- JoNova - https://www.joannenova.com.au -

What the heck are science journalists for?

From The Skeptics Handbook II

Last week a science journalist at The Guardian wrote the best summary I have ever seen of the state of the profession known as “science communication”. Only, he thought it was a spoof. Well, it is — and it’s satirically funny at the same time as being an unwittingly cutting commentary. (We laugh at the formulaic approach because we know it’s so true, and then we bang our heads on the wall…).

Science journalists who churn out mindless ritual productions are effectively being PR and marketing writers. Dangerously, though, they are dressed as “investigative” journalists. The public assumes they are checking that their stories don’t break laws of logic and reason, that they are supported by evidence, and that they are providing the whole story. Their PR is the most powerful advertising there is, it’s not just free, it’s a third party endorsement.

Ironically, the same journalists probably don’t realize how important they are. They think they’re there for a fluffy feelgood reasons: to help promote science, raise public awareness, and attract school leavers into careers in science. They don’t realize that their most important role is to protect science itself and be guardians of logic and reason in a world that isn’t so far from the stone age. Science Communicators ought to have been acting as back up auditors on science itself — as a check and balance to notify the world of systemic failures: corruption and bias in funding, manipulation in peer review, lost or withheld evidence. Journalists could have been the last official backstop against science being exploited, but instead of exposing the corruption, they covered for it.

Meanwhile the largest scam in modern science is running amok under his nose…

When the news-mag journos wonder why blogs are taking over, it’s because they left a vacuum. The bloggers came to fill it.

Science journalists could have saved the world billions of dollars of money that were wasted following a dead end. That’s money that could have been put towards finding a cure for multiply resistant superbugs, creating better long range flood and storm forecasts, or just saving the hairy nosed wombat.

Rubber-stamping-PR-writers become unwitting tools of tyrants

Imagine if parts of the government wanted to use the good name of science to justify demands for money or power. The government, having buckets of money, could pay for lots of scientists to do lots of fairly irrelevant, minor, repetitive or speculative research (modeling comes to mind). Then a steady stream of press releases would spring forth, leading to a similarly steady stream of  cut n’ paste PR, dressed as “reporting”.

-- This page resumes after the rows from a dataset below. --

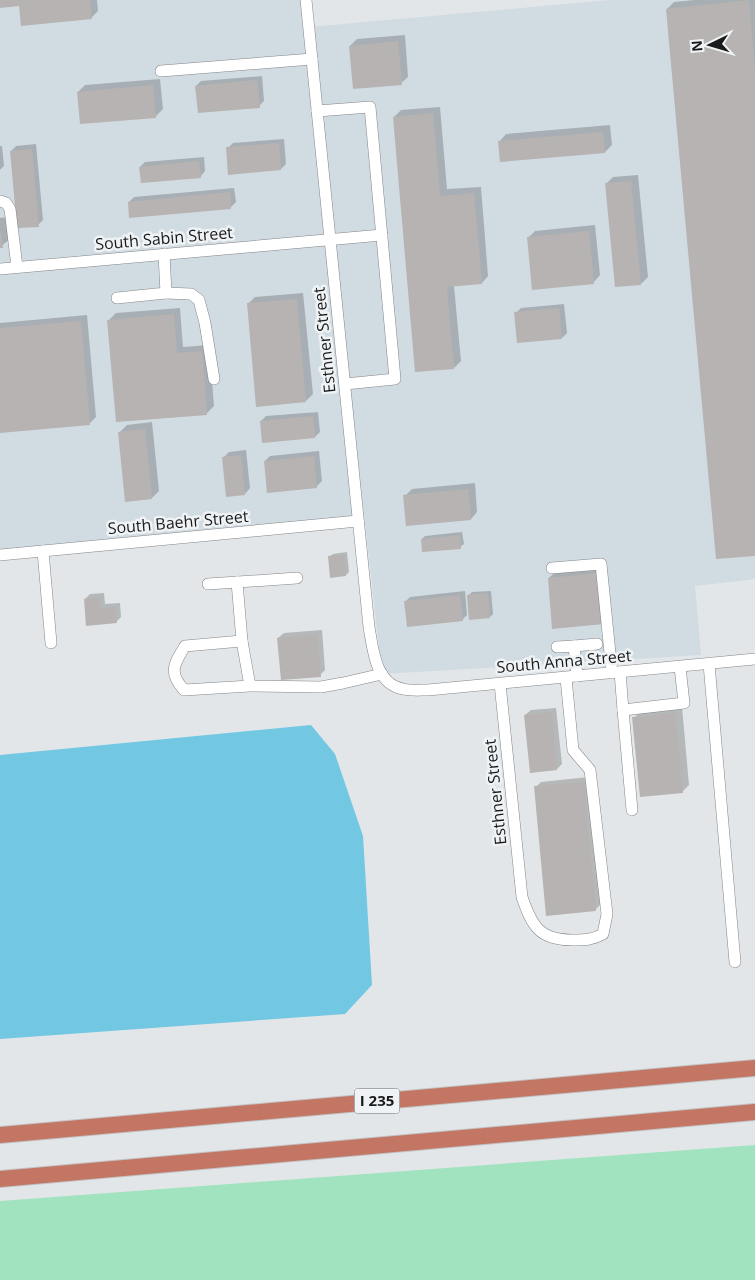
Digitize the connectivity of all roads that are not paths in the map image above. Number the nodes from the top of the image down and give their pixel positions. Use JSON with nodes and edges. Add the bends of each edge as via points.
{"nodes":[{"id":1,"x":306,"y":0,"type":"edge"},
{"id":2,"x":312,"y":59,"type":"junction"},
{"id":3,"x":161,"y":71,"type":"dead end"},
{"id":4,"x":318,"y":111,"type":"junction"},
{"id":5,"x":0,"y":201,"type":"edge"},
{"id":6,"x":382,"y":235,"type":"junction"},
{"id":7,"x":330,"y":240,"type":"junction"},
{"id":8,"x":164,"y":254,"type":"junction"},
{"id":9,"x":18,"y":267,"type":"junction"},
{"id":10,"x":0,"y":269,"type":"edge"},
{"id":11,"x":166,"y":293,"type":"junction"},
{"id":12,"x":117,"y":298,"type":"dead end"},
{"id":13,"x":214,"y":379,"type":"dead end"},
{"id":14,"x":344,"y":384,"type":"junction"},
{"id":15,"x":358,"y":521,"type":"junction"},
{"id":16,"x":43,"y":551,"type":"junction"},
{"id":17,"x":0,"y":555,"type":"edge"},
{"id":18,"x":552,"y":568,"type":"dead end"},
{"id":19,"x":296,"y":578,"type":"dead end"},
{"id":20,"x":237,"y":582,"type":"junction"},
{"id":21,"x":208,"y":584,"type":"dead end"},
{"id":22,"x":242,"y":641,"type":"junction"},
{"id":23,"x":51,"y":643,"type":"dead end"},
{"id":24,"x":597,"y":644,"type":"dead end"},
{"id":25,"x":574,"y":646,"type":"junction"},
{"id":26,"x":557,"y":648,"type":"dead end"},
{"id":27,"x":755,"y":659,"type":"edge"},
{"id":28,"x":708,"y":664,"type":"junction"},
{"id":29,"x":680,"y":667,"type":"junction"},
{"id":30,"x":616,"y":672,"type":"junction"},
{"id":31,"x":382,"y":674,"type":"junction"},
{"id":32,"x":571,"y":677,"type":"junction"},
{"id":33,"x":500,"y":684,"type":"junction"},
{"id":34,"x":250,"y":686,"type":"junction"},
{"id":35,"x":623,"y":710,"type":"junction"},
{"id":36,"x":632,"y":810,"type":"dead end"},
{"id":37,"x":735,"y":962,"type":"dead end"},
{"id":38,"x":755,"y":1068,"type":"edge"},
{"id":39,"x":755,"y":1112,"type":"edge"},
{"id":40,"x":0,"y":1135,"type":"edge"},
{"id":41,"x":0,"y":1179,"type":"edge"}],
"edges":[{"from":1,"to":2,"type":"street","name":"Esthner Street"},
{"from":2,"to":3,"type":"street"},
{"from":2,"to":4,"type":"street","name":"Esthner Street"},
{"from":4,"to":6,"type":"street","via":[[370,107]]},
{"from":4,"to":7,"type":"street","name":"Esthner Street"},
{"from":5,"to":9,"type":"street","via":[[10,209]]},
{"from":6,"to":7,"type":"street","name":"South Sabin Street"},
{"from":6,"to":14,"type":"street","via":[[395,379]]},
{"from":7,"to":8,"type":"street","name":"South Sabin Street"},
{"from":7,"to":14,"type":"street","name":"Esthner Street"},
{"from":8,"to":9,"type":"street","name":"South Sabin Street"},
{"from":8,"to":11,"type":"street"},
{"from":9,"to":10,"type":"street","name":"South Sabin Street"},
{"from":11,"to":12,"type":"street"},
{"from":11,"to":13,"type":"street","via":[[191,294],[199,300]]},
{"from":14,"to":15,"type":"street","name":"Esthner Street"},
{"from":15,"to":16,"type":"street","name":"South Baehr Street"},
{"from":15,"to":31,"type":"street","name":"Esthner Street","via":[[369,627],[375,660]]},
{"from":16,"to":17,"type":"street","name":"South Baehr Street"},
{"from":16,"to":23,"type":"street"},
{"from":18,"to":30,"type":"street","via":[[601,564]]},
{"from":19,"to":20,"type":"street"},
{"from":20,"to":21,"type":"street"},
{"from":20,"to":22,"type":"street"},
{"from":22,"to":34,"type":"street"},
{"from":22,"to":34,"type":"street","via":[[185,646],[174,663],[176,681],[184,690]]},
{"from":24,"to":25,"type":"street"},
{"from":25,"to":26,"type":"street"},
{"from":25,"to":32,"type":"street"},
{"from":27,"to":28,"type":"street","name":"South Anna Street"},
{"from":28,"to":29,"type":"street","name":"South Anna Street"},
{"from":28,"to":37,"type":"street"},
{"from":29,"to":30,"type":"street","name":"South Anna Street"},
{"from":29,"to":35,"type":"street","via":[[684,703]]},
{"from":30,"to":32,"type":"street","name":"South Anna Street"},
{"from":30,"to":35,"type":"street"},
{"from":31,"to":33,"type":"street","name":"South Anna Street","via":[[388,682],[402,689]]},
{"from":31,"to":34,"type":"street","via":[[321,687]]},
{"from":32,"to":33,"type":"street","name":"South Anna Street"},
{"from":32,"to":33,"type":"street","name":"Esthner Street","via":[[573,750],[590,770],[607,914],[603,934],[592,940],[561,940],[544,936],[530,918],[522,896]]},
{"from":35,"to":36,"type":"street"},
{"from":38,"to":40,"type":"highway","number":"I 235"},
{"from":39,"to":41,"type":"highway"}]}
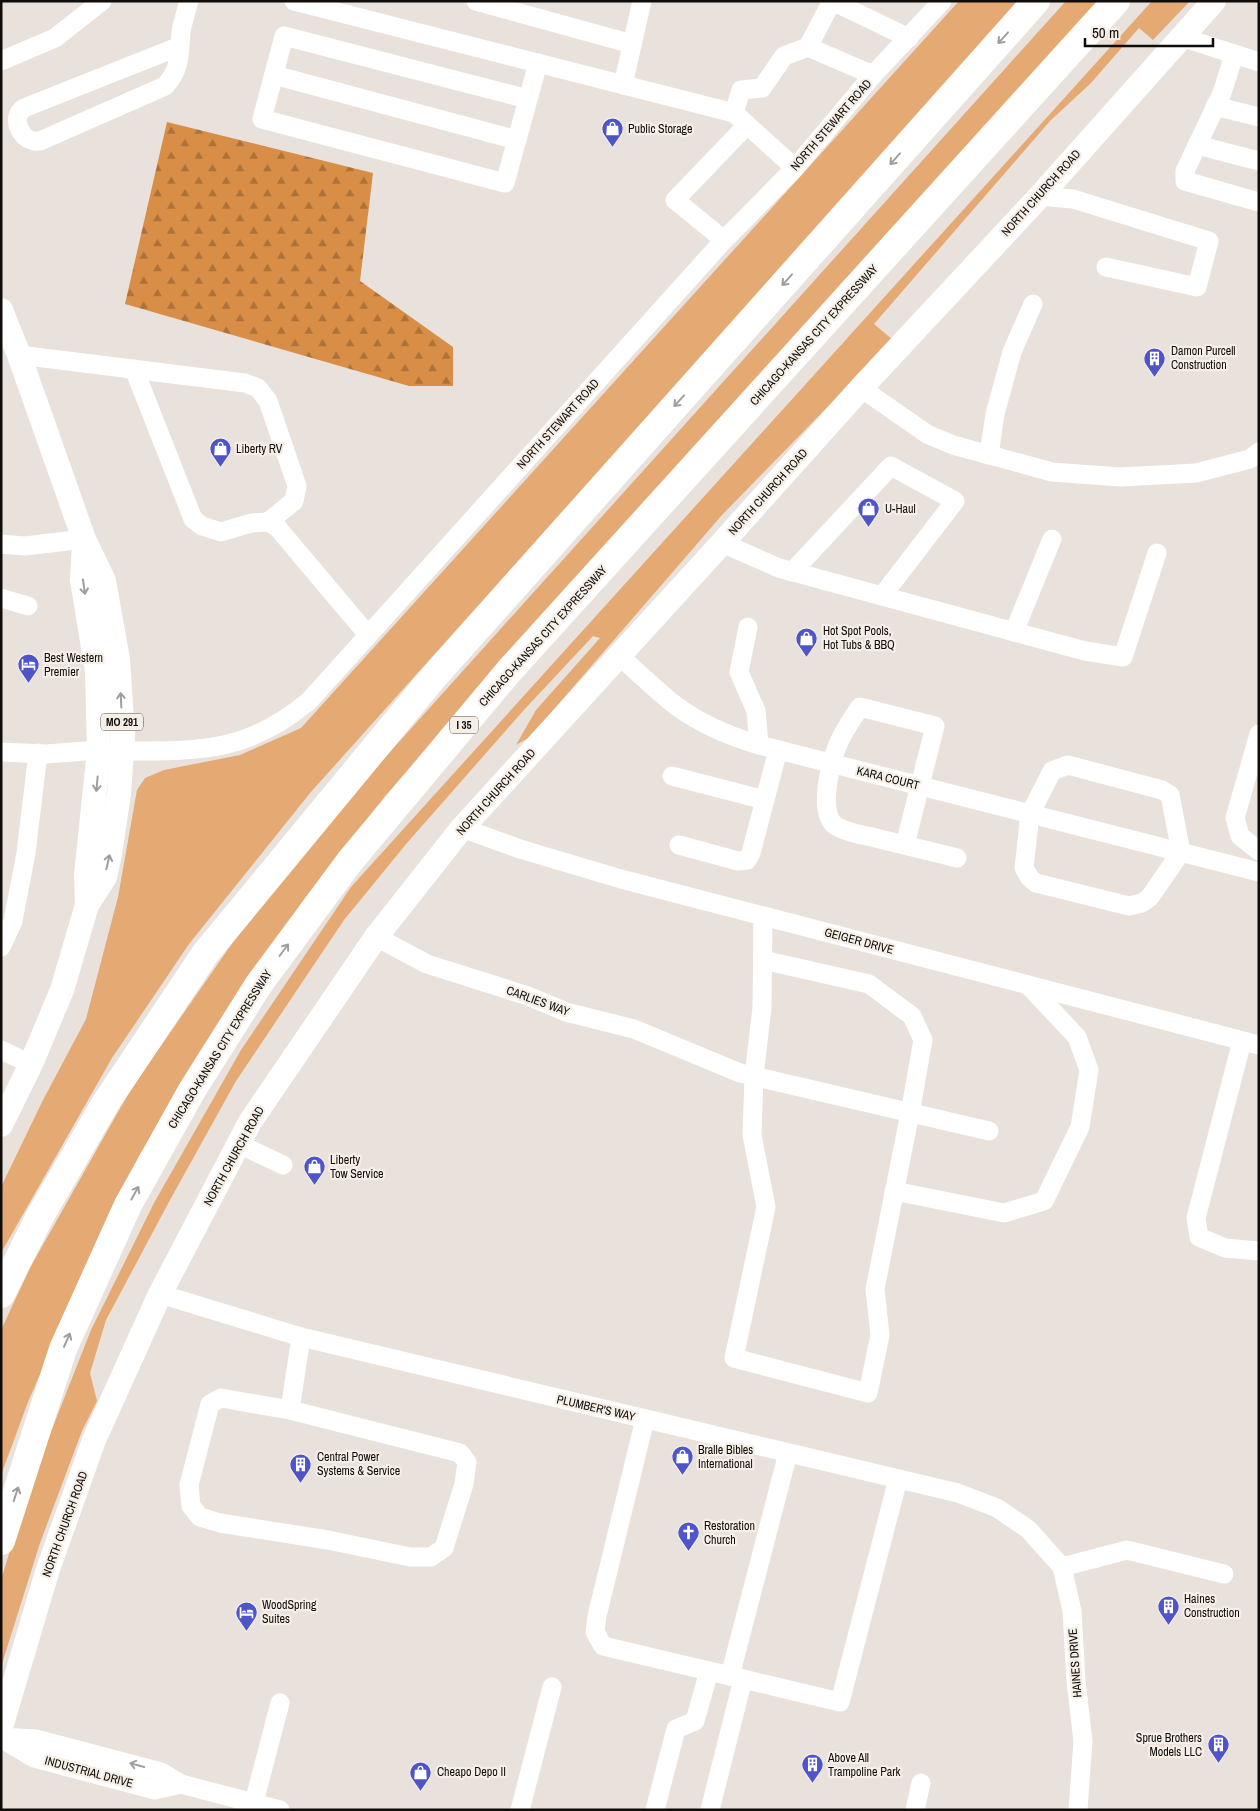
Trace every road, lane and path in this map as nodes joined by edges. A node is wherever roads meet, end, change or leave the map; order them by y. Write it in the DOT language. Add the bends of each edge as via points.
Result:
graph roads {
  1 [pos="102,1"];
  2 [pos="188,1"];
  3 [pos="294,1"];
  4 [pos="476,1"];
  5 [pos="642,1"];
  6 [pos="942,1"];
  7 [pos="1036,1"];
  8 [pos="1116,1"];
  9 [pos="1214,1"];
  10 [pos="1181,37"];
  11 [pos="909,38"];
  12 [pos="632,44"];
  13 [pos="180,46"];
  14 [pos="808,47"];
  15 [pos="1234,55"];
  16 [pos="1,62"];
  17 [pos="1259,62"];
  18 [pos="538,63"];
  19 [pos="274,75"];
  20 [pos="873,75"];
  21 [pos="623,85"];
  22 [pos="528,99"];
  23 [pos="1215,106"];
  24 [pos="1259,117"];
  25 [pos="741,119"];
  26 [pos="517,140"];
  27 [pos="1197,145"];
  28 [pos="1259,161"];
  29 [pos="795,168"];
  30 [pos="1040,196"];
  31 [pos="1259,202"];
  32 [pos="724,240"];
  33 [pos="1106,267"];
  34 [pos="1033,304"];
  35 [pos="3,319"];
  36 [pos="20,356"];
  37 [pos="134,369"];
  38 [pos="861,388"];
  39 [pos="1259,452"];
  40 [pos="988,454"];
  41 [pos="268,522"];
  42 [pos="84,539"];
  43 [pos="1052,539"];
  44 [pos="722,543"];
  45 [pos="1,544"];
  46 [pos="1157,553"];
  47 [pos="792,572"];
  48 [pos="882,596"];
  49 [pos="1,598"];
  50 [pos="28,606"];
  51 [pos="748,628"];
  52 [pos="1014,632"];
  53 [pos="368,636"];
  54 [pos="619,656"];
  55 [pos="1259,734"];
  56 [pos="759,745"];
  57 [pos="778,750"];
  58 [pos="111,751"];
  59 [pos="1,752"];
  60 [pos="38,754"];
  61 [pos="831,764"];
  62 [pos="672,776"];
  63 [pos="920,786"];
  64 [pos="765,800"];
  65 [pos="1030,814"];
  66 [pos="462,828"];
  67 [pos="679,845"];
  68 [pos="905,845"];
  69 [pos="1259,851"];
  70 [pos="1181,852"];
  71 [pos="957,858"];
  72 [pos="1259,872"];
  73 [pos="763,916"];
  74 [pos="376,937"];
  75 [pos="1,947"];
  76 [pos="763,960"];
  77 [pos="1028,985"];
  78 [pos="1250,1043"];
  79 [pos="1,1050"];
  80 [pos="31,1064"];
  81 [pos="754,1076"];
  82 [pos="910,1113"];
  83 [pos="1,1125"];
  84 [pos="988,1131"];
  85 [pos="239,1144"];
  86 [pos="283,1165"];
  87 [pos="894,1190"];
  88 [pos="1259,1251"];
  89 [pos="1,1294"];
  90 [pos="160,1294"];
  91 [pos="301,1337"];
  92 [pos="290,1410"];
  93 [pos="645,1419"];
  94 [pos="788,1453"];
  95 [pos="898,1479"];
  96 [pos="1028,1528"];
  97 [pos="1,1541"];
  98 [pos="1062,1567"];
  99 [pos="1224,1574"];
  100 [pos="709,1671"];
  101 [pos="737,1677"];
  102 [pos="552,1687"];
  103 [pos="280,1703"];
  104 [pos="1,1727"];
  105 [pos="1,1738"];
  106 [pos="921,1782"];
  107 [pos="253,1806"];
  108 [pos="280,1810"];
  109 [pos="520,1810"];
  110 [pos="655,1810"];
  111 [pos="710,1810"];
  112 [pos="915,1810"];
  113 [pos="1078,1810"];
  1 -- 16 [label="street" via="55,38"];
  2 -- 13 [label="street"];
  3 -- 18 [label="street"];
  4 -- 12 [label="street"];
  5 -- 12 [label="street"];
  6 -- 11 [label="street, NORTH STEWART ROAD"];
  7 -- 89 [label="highway, one-way" via="430,680 205,954 105,1104 39,1218"];
  97 -- 8 [label="highway, CHICAGO-KANSAS CITY EXPRESSWAY / I 35, one-way" via="63,1349 128,1205 191,1092 259,984 350,861 509,672"];
  9 -- 10 [label="main road, NORTH CHURCH ROAD"];
  10 -- 15 [label="street"];
  10 -- 30 [label="main road, NORTH CHURCH ROAD"];
  11 -- 14 [label="street" via="832,1"];
  11 -- 20 [label="street, NORTH STEWART ROAD"];
  12 -- 21 [label="street"];
  13 -- 13 [label="street" via="174,77 165,86 40,141 27,140 23,135 17,118 24,108"];
  14 -- 20 [label="street"];
  14 -- 25 [label="street" via="784,56 762,88 741,90"];
  15 -- 17 [label="street"];
  15 -- 23 [label="street"];
  18 -- 21 [label="street"];
  18 -- 22 [label="street"];
  19 -- 22 [label="street" via="284,36"];
  19 -- 26 [label="street"];
  19 -- 26 [label="street" via="262,119 272,122 505,183"];
  20 -- 29 [label="street, NORTH STEWART ROAD"];
  21 -- 25 [label="street"];
  22 -- 26 [label="street"];
  23 -- 24 [label="street"];
  23 -- 27 [label="street"];
  25 -- 29 [label="street"];
  25 -- 32 [label="street" via="675,200"];
  27 -- 28 [label="street"];
  27 -- 31 [label="street" via="1185,171 1186,181"];
  29 -- 32 [label="street, NORTH STEWART ROAD"];
  30 -- 33 [label="street" via="1073,199 1209,241 1197,287"];
  30 -- 38 [label="main road, NORTH CHURCH ROAD"];
  32 -- 53 [label="street, NORTH STEWART ROAD"];
  34 -- 40 [label="street" via="1012,352"];
  35 -- 36 [label="main road, MO 291"];
  36 -- 37 [label="street"];
  36 -- 42 [label="main road, MO 291"];
  37 -- 41 [label="street" via="193,518 202,526 221,532 251,523"];
  37 -- 41 [label="street" via="244,383 258,388 268,401 297,486 294,501"];
  38 -- 40 [label="street" via="927,434"];
  38 -- 44 [label="main road, NORTH CHURCH ROAD"];
  39 -- 40 [label="street" via="1250,459 1196,473 1120,477 1052,472"];
  41 -- 53 [label="street" via="277,527"];
  42 -- 45 [label="street" via="25,546"];
  42 -- 58 [label="main road, MO 291" via="82,580"];
  43 -- 52 [label="street"];
  44 -- 47 [label="street"];
  44 -- 54 [label="main road, NORTH CHURCH ROAD"];
  46 -- 52 [label="street" via="1123,657 1085,651"];
  47 -- 48 [label="street"];
  47 -- 48 [label="street" via="891,466 955,501"];
  48 -- 52 [label="street"];
  49 -- 50 [label="street"];
  51 -- 56 [label="street" via="739,672 756,711"];
  53 -- 58 [label="street, NORTH STEWART ROAD" via="309,701 269,730 221,747"];
  54 -- 56 [label="street, KARA COURT" via="702,723"];
  54 -- 66 [label="main road, NORTH CHURCH ROAD"];
  55 -- 69 [label="street" via="1236,818 1240,836"];
  56 -- 57 [label="street, KARA COURT"];
  57 -- 61 [label="street, KARA COURT"];
  57 -- 64 [label="street"];
  58 -- 60 [label="street, NORTH STEWART ROAD"];
  58 -- 80 [label="main road, MO 291" via="86,875 87,905 62,990"];
  59 -- 60 [label="street, NORTH STEWART ROAD"];
  60 -- 75 [label="street" via="26,853 13,921"];
  61 -- 63 [label="street, KARA COURT"];
  61 -- 63 [label="street" via="841,736 860,707 935,726"];
  61 -- 68 [label="street" via="826,808 828,818 850,832"];
  62 -- 64 [label="street"];
  63 -- 65 [label="street, KARA COURT"];
  63 -- 68 [label="street"];
  64 -- 67 [label="street" via="747,860 738,861"];
  65 -- 70 [label="street, KARA COURT"];
  65 -- 70 [label="street" via="1052,771 1068,765 1162,790 1170,796"];
  65 -- 70 [label="street" via="1024,868 1036,883 1129,906 1142,904"];
  66 -- 73 [label="street, GEIGER DRIVE" via="603,874"];
  66 -- 74 [label="main road, NORTH CHURCH ROAD"];
  68 -- 71 [label="street"];
  70 -- 72 [label="street, KARA COURT"];
  73 -- 76 [label="street"];
  73 -- 77 [label="street, GEIGER DRIVE"];
  74 -- 81 [label="street, CARLIES WAY" via="427,964 528,996 566,1012 634,1029"];
  74 -- 85 [label="main road, NORTH CHURCH ROAD" via="250,1122"];
  76 -- 81 [label="street" via="762,1008"];
  76 -- 82 [label="street" via="870,984 912,1016 923,1040"];
  77 -- 78 [label="street, GEIGER DRIVE"];
  77 -- 87 [label="street" via="1077,1037 1089,1070 1080,1127 1044,1201 1004,1213"];
  78 -- 88 [label="street" via="1196,1218 1199,1237 1225,1248"];
  79 -- 80 [label="street"];
  80 -- 83 [label="main road, MO 291"];
  81 -- 82 [label="street, CARLIES WAY"];
  81 -- 87 [label="street" via="752,1135 766,1206 734,1358 868,1393 880,1335 874,1289"];
  82 -- 84 [label="street, CARLIES WAY"];
  82 -- 87 [label="street"];
  85 -- 86 [label="street"];
  85 -- 90 [label="main road, NORTH CHURCH ROAD"];
  90 -- 91 [label="street, PLUMBER'S WAY"];
  90 -- 104 [label="main road, NORTH CHURCH ROAD" via="94,1440 48,1569"];
  91 -- 92 [label="street"];
  91 -- 93 [label="street, PLUMBER'S WAY"];
  92 -- 92 [label="street" via="460,1453 467,1462 464,1484 444,1548 431,1557 410,1557 200,1517 191,1506 189,1485 210,1404 221,1398"];
  93 -- 94 [label="street, PLUMBER'S WAY"];
  93 -- 100 [label="street" via="595,1632 603,1646"];
  94 -- 95 [label="street, PLUMBER'S WAY"];
  94 -- 101 [label="street"];
  95 -- 96 [label="street, PLUMBER'S WAY" via="958,1493 997,1508"];
  95 -- 101 [label="street" via="840,1702"];
  96 -- 98 [label="street, HAINES DRIVE"];
  98 -- 99 [label="street" via="1128,1550"];
  98 -- 113 [label="street, HAINES DRIVE" via="1072,1611 1083,1741"];
  100 -- 101 [label="street"];
  100 -- 110 [label="street" via="695,1721 676,1729"];
  101 -- 111 [label="street"];
  102 -- 109 [label="street"];
  103 -- 107 [label="street"];
  105 -- 107 [label="street, INDUSTRIAL DRIVE" via="36,1739 161,1772 181,1784"];
  106 -- 112 [label="street"];
  107 -- 108 [label="street, INDUSTRIAL DRIVE"];
}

Some smart sharks in the government twigged that through this round-about-method with obedient “journalists” they could buy a conduit to get their favorite message repeated ad hoc, ad nauseum and ad infinitum. If the government wants a “scientific” message to back up their scare campaign and ask for more public money, the starting point is to set up an institute to “report on a problem”. Obviously, no institute thus created would ever actually declare “there’s no problem” (and “we should all go home”). It becomes a self fulfilling cycle with journos being the o-so-helpful tools to keep it running.

Swatting flies in Malaria-Lagoon

Martin Robbins writes a spoof of all his big fears of science communication: it’s predictable, nobody uses links much, and the BBC puts in too many “scare quotes”.

Journalists don’t realize that their most important role is to protect science itself and be guardians of logic and reason

Meanwhile the largest scam in modern science is running amok under his nose: scientists are losing entire global data sets that billions of dollars depends on, they’re hiding their results, dodging FOI’s, resorting to cherry picking a single tree to get the graph they want, and even fudging color scales in rank desperation, breaking basic laws of reason, spitting insults and threats at their critics, and basically cheating. Thousands of retired volunteer scientists including professors and Nobel Prize winners, are jumping up and down in protest at the death of scientific principles, honor, reason, and not to mention the craven loss of plain good manners and any hint of ethics.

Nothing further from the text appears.